Heureuse l’alouette aux notes cadencées
Qui fuit allègrement en plein azur ! Heureux
Les robustes nageurs, parmi les eaux glacées,

Dans la fraîcheur du bain trempant leurs bras nerveux !
Et près des peupliers aux frissonnans murmures,
Mille fois plus heureux encor les amoureux,

Qui marchent triomphans sous les molles ramures !
Ils montent vers les bois épanouis ; là-bas
Les taillis ont pour eux des champs de fraises mûres.

L’amour luit dans leurs yeux et sonne dans leurs pas,
Non point l’amour tremblant qui doute et qui soupire,
Mais le dieu qui n’a plus à livrer de combats,

Et qui, sûr de lui-même et sûr de son empire,
Sans désirs étouffés comme sans vains regrets,
N’est jamais las d’aimer, jamais las de le dire…

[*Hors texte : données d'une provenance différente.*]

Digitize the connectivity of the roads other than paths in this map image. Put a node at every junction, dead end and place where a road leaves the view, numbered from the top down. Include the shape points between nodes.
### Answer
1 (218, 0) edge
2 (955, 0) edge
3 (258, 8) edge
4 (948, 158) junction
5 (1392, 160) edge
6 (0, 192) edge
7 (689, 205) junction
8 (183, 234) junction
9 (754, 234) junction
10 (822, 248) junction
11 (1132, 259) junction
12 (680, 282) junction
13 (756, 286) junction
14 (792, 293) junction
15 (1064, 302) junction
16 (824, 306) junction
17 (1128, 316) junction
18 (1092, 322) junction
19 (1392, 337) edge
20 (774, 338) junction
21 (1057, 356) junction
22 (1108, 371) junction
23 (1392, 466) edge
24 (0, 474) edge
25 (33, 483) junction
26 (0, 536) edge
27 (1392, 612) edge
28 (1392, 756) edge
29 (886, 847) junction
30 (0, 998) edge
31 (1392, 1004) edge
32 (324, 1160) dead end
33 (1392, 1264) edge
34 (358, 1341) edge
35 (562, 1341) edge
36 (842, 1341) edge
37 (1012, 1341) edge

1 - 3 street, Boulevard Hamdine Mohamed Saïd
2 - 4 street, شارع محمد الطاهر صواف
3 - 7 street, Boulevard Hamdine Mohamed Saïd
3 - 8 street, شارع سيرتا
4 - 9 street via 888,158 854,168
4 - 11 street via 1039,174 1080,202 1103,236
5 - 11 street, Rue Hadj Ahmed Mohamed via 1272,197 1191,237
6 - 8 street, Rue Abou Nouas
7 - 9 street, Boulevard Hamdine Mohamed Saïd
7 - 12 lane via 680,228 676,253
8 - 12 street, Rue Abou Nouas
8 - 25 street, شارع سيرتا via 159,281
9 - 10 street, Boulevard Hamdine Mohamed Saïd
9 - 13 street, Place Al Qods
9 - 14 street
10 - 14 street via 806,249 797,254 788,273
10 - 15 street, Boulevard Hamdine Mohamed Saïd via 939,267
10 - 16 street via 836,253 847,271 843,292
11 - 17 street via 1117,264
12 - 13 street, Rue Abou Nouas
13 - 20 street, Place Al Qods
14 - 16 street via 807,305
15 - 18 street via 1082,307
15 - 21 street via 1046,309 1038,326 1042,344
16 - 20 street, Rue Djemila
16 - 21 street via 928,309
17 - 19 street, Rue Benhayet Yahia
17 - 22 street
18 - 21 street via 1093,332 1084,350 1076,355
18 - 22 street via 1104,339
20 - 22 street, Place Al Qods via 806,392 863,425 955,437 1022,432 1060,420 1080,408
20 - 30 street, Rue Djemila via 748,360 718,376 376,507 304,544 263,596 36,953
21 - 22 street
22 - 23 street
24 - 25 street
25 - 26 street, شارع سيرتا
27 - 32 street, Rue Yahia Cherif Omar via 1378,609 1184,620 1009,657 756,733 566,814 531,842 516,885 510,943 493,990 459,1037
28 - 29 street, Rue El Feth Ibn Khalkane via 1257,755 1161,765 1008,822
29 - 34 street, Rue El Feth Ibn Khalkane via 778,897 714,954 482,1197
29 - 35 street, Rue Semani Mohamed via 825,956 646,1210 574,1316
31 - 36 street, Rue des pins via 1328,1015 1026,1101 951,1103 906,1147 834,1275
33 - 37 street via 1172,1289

Les voici cheminant dans la paix des forêts.
En bas, la mousse étend ses tapis ; la ramée
Dresse là-haut ses toits mobiles et discrets.

Une lumière fine et tendre, clair-semée,
Allume doucement les regards de l’ami
Et glisse sur le col frais de la bien-aimée.

Tout au loin, la futaie en s’ouvrant à demi,
Par-delà des rideaux de bruyère empourprée,
Laisse voir un étang sous les joncs endormi.

Voici la solitude et l’heure désirée
Des propos amoureux et des oaristys ;
Les yeux cherchent des yeux la caresse adorée.